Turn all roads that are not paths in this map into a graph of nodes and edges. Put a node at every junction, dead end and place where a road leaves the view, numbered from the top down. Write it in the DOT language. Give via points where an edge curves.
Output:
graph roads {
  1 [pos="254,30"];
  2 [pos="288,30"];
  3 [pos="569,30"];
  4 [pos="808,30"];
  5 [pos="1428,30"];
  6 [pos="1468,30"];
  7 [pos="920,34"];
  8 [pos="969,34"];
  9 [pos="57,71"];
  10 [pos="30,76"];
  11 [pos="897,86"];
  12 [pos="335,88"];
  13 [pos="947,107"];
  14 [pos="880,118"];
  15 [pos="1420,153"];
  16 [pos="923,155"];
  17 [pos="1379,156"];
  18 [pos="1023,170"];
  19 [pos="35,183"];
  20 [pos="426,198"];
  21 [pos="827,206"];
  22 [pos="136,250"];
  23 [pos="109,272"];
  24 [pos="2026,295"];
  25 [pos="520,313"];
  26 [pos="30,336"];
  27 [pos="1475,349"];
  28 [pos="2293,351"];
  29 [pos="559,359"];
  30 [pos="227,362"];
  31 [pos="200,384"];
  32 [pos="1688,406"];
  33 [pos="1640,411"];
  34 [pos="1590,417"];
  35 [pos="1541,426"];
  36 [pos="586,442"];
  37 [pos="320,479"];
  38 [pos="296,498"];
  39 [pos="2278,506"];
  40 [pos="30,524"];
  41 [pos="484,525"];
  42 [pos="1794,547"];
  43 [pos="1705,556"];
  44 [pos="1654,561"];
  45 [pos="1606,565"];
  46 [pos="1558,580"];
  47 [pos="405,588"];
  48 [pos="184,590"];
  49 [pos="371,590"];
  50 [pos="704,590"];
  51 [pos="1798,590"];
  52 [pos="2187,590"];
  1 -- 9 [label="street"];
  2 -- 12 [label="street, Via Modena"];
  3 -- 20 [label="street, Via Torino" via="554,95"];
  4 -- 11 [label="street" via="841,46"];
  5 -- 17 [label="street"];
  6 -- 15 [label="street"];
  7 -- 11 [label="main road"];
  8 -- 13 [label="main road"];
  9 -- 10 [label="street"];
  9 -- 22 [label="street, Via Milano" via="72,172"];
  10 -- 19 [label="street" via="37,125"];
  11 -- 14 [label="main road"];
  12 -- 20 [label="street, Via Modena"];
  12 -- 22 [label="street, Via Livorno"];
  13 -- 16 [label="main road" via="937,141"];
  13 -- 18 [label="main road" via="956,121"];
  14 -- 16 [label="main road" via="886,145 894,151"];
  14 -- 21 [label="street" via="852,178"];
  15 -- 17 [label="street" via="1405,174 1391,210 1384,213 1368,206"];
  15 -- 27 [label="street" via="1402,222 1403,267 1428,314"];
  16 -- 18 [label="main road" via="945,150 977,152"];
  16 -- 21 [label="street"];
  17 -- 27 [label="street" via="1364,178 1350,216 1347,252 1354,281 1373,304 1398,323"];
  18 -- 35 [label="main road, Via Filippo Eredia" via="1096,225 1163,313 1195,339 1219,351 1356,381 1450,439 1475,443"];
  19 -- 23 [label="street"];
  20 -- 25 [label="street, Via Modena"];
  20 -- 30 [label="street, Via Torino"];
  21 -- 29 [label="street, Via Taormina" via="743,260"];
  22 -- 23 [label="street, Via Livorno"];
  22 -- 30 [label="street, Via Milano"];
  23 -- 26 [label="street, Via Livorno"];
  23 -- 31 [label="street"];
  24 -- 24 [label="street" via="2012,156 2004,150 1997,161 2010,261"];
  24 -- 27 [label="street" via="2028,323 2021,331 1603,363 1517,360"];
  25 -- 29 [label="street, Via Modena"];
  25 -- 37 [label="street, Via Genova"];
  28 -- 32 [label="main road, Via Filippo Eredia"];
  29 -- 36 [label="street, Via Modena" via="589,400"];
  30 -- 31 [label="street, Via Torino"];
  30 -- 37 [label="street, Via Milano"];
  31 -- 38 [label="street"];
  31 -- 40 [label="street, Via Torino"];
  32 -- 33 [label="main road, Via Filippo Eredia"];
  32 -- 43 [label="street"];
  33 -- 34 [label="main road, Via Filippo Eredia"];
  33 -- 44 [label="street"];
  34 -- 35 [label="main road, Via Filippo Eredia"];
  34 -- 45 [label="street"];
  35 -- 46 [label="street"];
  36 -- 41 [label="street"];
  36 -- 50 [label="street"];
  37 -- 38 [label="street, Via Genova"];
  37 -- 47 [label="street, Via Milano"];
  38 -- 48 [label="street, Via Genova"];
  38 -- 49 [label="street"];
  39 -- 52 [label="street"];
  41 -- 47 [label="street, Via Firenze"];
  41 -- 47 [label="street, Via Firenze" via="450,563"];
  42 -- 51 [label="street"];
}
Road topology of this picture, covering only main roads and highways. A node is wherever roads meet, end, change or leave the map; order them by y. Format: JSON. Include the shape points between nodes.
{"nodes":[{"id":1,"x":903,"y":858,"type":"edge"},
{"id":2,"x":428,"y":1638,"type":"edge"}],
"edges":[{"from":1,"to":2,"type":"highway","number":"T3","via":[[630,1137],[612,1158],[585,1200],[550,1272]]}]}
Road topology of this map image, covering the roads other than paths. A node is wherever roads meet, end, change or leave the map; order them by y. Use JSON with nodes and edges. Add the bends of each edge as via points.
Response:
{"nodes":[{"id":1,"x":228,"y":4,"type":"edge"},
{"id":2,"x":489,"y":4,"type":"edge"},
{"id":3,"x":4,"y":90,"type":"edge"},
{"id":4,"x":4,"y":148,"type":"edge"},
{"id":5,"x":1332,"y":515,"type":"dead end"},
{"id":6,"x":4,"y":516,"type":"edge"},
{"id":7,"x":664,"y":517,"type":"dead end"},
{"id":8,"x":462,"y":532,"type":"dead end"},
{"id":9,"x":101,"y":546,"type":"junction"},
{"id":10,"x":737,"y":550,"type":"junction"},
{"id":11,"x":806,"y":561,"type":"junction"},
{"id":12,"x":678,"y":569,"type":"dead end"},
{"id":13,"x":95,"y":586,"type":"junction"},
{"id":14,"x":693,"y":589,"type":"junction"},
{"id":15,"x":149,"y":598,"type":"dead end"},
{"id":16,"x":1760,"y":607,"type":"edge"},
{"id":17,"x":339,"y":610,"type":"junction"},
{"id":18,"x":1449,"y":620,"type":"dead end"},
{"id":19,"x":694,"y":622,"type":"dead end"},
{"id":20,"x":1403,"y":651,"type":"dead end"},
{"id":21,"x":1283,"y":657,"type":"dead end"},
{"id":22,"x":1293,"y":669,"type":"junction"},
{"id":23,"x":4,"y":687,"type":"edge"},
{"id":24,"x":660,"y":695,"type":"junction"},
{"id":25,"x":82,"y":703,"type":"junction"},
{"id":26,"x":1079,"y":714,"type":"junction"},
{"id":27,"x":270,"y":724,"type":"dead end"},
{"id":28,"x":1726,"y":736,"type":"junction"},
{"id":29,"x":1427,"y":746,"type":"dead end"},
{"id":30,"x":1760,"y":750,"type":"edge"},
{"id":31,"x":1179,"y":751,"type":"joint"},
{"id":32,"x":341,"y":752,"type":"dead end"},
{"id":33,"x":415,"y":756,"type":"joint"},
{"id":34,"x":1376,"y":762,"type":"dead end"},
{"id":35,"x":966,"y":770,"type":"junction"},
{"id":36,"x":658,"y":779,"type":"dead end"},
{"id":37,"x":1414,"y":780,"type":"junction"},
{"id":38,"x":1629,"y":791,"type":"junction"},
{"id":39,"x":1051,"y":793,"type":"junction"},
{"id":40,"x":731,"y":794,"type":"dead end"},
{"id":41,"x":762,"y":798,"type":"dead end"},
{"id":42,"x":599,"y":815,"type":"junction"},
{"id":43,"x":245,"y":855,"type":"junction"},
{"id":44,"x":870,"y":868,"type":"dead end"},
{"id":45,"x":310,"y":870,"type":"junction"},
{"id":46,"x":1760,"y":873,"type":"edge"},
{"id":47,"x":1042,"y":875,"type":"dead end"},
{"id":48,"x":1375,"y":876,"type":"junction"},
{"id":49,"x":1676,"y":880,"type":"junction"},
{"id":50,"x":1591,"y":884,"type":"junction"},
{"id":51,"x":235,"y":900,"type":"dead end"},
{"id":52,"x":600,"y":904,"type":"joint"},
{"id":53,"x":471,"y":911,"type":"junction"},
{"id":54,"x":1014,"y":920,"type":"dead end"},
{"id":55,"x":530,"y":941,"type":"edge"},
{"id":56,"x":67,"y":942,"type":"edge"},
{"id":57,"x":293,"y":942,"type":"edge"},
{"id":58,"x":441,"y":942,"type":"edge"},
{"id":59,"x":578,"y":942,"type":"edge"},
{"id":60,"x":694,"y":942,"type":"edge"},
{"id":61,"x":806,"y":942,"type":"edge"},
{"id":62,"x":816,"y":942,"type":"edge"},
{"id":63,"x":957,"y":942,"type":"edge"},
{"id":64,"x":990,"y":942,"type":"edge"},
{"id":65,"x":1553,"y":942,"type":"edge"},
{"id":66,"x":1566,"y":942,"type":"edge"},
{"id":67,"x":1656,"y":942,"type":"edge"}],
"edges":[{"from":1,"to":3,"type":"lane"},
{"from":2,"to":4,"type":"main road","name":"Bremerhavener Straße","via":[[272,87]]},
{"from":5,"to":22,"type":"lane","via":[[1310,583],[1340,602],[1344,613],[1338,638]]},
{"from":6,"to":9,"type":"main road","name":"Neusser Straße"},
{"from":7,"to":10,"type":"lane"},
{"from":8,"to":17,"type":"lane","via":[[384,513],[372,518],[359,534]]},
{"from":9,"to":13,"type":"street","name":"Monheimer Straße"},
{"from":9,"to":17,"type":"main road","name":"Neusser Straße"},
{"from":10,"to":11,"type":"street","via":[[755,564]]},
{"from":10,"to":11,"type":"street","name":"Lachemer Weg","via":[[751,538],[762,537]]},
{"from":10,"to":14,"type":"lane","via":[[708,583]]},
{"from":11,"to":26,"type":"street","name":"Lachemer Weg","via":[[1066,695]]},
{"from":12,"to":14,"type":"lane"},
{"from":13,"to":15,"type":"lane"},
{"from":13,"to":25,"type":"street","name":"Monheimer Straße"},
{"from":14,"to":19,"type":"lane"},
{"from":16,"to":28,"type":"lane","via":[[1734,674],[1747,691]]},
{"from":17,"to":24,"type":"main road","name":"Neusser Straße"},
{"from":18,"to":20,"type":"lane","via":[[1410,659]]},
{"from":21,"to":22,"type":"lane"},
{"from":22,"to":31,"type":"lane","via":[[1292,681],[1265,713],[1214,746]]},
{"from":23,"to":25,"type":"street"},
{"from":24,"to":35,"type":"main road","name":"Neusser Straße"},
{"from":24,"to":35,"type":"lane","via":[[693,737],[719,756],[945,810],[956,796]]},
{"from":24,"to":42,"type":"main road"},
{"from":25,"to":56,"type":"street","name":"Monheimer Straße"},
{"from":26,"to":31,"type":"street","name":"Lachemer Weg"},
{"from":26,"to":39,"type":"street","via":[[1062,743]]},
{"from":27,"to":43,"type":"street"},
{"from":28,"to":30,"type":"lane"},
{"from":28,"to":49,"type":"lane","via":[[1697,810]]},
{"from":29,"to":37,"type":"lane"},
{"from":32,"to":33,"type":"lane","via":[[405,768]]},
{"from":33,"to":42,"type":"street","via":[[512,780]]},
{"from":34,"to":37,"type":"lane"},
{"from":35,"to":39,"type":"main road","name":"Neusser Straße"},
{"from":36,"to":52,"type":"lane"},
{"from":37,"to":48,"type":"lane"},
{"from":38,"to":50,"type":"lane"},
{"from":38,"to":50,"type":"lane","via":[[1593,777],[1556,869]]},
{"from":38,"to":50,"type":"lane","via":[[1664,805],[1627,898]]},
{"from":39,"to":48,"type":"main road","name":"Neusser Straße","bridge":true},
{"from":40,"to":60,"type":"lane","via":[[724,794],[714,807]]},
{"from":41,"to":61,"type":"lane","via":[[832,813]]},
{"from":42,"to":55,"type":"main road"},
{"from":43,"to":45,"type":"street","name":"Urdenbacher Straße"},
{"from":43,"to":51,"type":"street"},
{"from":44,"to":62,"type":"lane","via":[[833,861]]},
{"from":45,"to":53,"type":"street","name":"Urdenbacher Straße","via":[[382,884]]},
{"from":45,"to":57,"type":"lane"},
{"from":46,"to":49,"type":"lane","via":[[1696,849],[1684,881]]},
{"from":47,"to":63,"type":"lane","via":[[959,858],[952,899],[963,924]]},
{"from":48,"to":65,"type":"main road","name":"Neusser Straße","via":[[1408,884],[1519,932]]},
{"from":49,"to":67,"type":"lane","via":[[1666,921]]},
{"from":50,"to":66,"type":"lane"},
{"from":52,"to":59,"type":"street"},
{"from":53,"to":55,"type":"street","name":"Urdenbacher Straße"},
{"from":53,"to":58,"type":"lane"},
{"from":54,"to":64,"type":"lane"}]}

○ ○ ○ ○ ○

_Problem description_
Pull together all lines from the data that mention the word "joint".

_Answer section_
{"id":31,"x":1179,"y":751,"type":"joint"},
{"id":33,"x":415,"y":756,"type":"joint"},
{"id":52,"x":600,"y":904,"type":"joint"},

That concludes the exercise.